Bis zum tatsächlichen Einsatz intelligenter Moleküle muss die Wissenschaft allerdings noch einiges über diese Verbindungen lernen. Dem LMU-Physiker Dr. Michael Nash aus der Gruppe von Professor Hermann Gaub, Mitglied des Exzellenzclusters Nanosystems Initiative München (NIM), ist es nun gelungen, die Reaktion erstmals an einem einzelnen Polymermolekül sichtbar zu machen.

Salz bringt Polymer zum Schrumpfen

Die Wissenschaftler platzierten dazu ein selbst synthetisiertes Polymer mit Hilfe eines Rasterkraftmikroskopes (AFM) auf einer Goldoberfläche. Ein Polymerende haftete dabei an der Oberfläche, das andere Ende weiterhin an der Spitze des AFM. Sobald die Wissenschaftler die Salzkonzentration des umgebenden Mediums erhöhten, konnten sie beobachten, wie das Molekül schrittweise kollabierte.

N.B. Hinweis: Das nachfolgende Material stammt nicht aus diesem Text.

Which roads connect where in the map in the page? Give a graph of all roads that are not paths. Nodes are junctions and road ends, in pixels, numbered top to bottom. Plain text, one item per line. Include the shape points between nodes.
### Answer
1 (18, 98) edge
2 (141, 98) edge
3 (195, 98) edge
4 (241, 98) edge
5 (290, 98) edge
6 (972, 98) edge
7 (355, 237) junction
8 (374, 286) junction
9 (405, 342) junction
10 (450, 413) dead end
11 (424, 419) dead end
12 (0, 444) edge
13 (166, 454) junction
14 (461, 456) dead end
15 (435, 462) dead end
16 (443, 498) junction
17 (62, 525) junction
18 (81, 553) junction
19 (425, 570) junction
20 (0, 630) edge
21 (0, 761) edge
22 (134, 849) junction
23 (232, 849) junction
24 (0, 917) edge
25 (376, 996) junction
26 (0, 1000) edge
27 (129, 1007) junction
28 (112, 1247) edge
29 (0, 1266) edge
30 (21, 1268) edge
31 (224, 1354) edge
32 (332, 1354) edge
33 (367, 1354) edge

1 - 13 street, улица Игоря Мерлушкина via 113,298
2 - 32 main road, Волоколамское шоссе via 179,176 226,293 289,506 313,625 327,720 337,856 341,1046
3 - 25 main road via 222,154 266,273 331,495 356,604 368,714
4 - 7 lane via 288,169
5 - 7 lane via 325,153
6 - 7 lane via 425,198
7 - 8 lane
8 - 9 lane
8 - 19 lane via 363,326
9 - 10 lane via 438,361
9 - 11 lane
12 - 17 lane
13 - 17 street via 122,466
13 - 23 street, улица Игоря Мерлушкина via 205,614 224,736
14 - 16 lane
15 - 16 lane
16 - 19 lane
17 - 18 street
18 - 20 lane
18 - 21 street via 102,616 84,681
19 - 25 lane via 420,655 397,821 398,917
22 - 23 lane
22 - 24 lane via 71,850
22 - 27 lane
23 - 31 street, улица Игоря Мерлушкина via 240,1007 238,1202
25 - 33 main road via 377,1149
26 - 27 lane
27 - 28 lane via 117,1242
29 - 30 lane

„In einer hoch konzentrierten Salzlösung dehydriert die Polymerverbindung und schrumpft“, erklärt Nash. „Zurück in einer schwächeren Salzlösung entfaltet sich das Molekül wieder. Beide Vorgänge konnten wir in unserer Studie erstmals für ein einzelnes Polymermolekül beobachten.“ Die neue Methode der Münchner Biophysiker liefert einen wichtigen Baustein für die Nanoschalter der Zukunft und deren möglichen Einsatz in Biosensoren, Medikamenten, Chromatographie-Verfahren und vielem mehr. In Verbindung mit einer 3D-Graphik wurde die Publikation von der Zeitschrift ACS nano als Cover Article ausgewählt.